Supongo que todo lo anterior está conectado, a su vez, con la creencia de que la orientación sexual y la identidad de género de las personas LGBTI son contagiosas. Esto es extraño y seguramente se sigue del hecho de que crean que dichas orientaciones e identidades son viciosas, productos del desenfreno y la licencia.

Este último punto es muy importante, pues es utilizado para sostener que la estrategia del nuevo “totalitarismo rosa” es confundir sistemáticamente a los niños acerca de su propia identidad sexual y de género. El eslogan “no te metas con mis hijos”, o “con mis hijos no”, refleja este presupuesto del contagio, que autorizaría en definitiva a resistir (a título de legítima defensa) la libertad sexual de otras personas.

Todos estos supuestos remiten, sin embargo, a la concepción esencialista de la sexualidad a la que me referí al principio, y de la que se pretenden custodios los conservadores. Pero mientras estos últimos pueden defender sin más la necesidad del castigo de las conductas que consideran (gravemente) inmorales, los “liberales anti-LGBTI” no pueden, pues en teoría no están a favor de que el Estado persiga estilos de vida que resultan inocuos para los demás.
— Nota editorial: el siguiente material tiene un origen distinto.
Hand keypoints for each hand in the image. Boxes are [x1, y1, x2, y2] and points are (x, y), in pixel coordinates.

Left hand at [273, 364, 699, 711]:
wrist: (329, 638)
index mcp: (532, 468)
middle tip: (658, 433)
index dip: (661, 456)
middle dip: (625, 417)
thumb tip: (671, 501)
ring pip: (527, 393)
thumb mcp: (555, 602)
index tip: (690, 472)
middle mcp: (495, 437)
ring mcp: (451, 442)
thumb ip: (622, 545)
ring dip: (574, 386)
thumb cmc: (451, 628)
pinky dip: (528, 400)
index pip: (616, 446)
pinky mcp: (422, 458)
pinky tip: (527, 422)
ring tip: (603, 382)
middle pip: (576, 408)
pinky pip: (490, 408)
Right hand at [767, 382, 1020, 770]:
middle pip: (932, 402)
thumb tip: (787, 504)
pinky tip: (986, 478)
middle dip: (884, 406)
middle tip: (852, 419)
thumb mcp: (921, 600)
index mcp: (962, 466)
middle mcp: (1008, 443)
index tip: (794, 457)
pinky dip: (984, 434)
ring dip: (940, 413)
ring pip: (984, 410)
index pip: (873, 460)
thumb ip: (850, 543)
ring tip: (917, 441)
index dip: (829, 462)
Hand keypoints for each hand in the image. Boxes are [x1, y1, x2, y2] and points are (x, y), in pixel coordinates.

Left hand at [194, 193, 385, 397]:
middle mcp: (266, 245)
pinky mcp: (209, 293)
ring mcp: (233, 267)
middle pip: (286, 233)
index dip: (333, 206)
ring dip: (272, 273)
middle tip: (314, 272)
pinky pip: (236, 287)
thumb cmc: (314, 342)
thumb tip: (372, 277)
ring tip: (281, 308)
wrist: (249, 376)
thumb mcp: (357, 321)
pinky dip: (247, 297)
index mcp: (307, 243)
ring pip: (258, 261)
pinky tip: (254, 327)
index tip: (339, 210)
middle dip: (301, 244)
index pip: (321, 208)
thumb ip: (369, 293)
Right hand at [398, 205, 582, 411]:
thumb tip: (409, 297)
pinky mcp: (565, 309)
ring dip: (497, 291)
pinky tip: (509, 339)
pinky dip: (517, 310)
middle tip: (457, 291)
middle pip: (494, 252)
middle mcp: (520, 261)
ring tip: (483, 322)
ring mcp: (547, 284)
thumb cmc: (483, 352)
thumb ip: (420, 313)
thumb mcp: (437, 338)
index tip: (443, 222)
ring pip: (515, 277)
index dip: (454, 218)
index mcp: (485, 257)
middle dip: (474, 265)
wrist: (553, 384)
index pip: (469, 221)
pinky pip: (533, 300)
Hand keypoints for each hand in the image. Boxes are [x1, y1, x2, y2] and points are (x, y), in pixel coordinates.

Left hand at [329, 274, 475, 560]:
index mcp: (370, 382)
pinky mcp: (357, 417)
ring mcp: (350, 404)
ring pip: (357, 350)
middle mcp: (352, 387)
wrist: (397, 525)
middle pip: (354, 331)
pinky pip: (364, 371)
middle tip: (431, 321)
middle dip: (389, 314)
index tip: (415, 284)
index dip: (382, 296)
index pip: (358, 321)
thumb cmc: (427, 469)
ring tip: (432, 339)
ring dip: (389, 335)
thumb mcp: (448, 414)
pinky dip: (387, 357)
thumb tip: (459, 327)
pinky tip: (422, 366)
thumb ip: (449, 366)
De ahí la necesidad de la teoría conspirativa.

Los liberales anti-LGBTI emplean la palabra “travesti” para referirse de modo peyorativo a las personas trans. Con ello quieren negar, evidentemente, la posibilidad misma de la transexualidad e insinuar que no se trata de algo más que de una farsa o suplantación. Sin embargo, parece más justo decir que el único travestismo que existe en todo esto es el de los “liberales” anti-LGBTI, que intentan pasar de contrabando el viejo discurso tradicional y esencialista en contra de las minorías sexuales bajo las banderas de la libertad individual.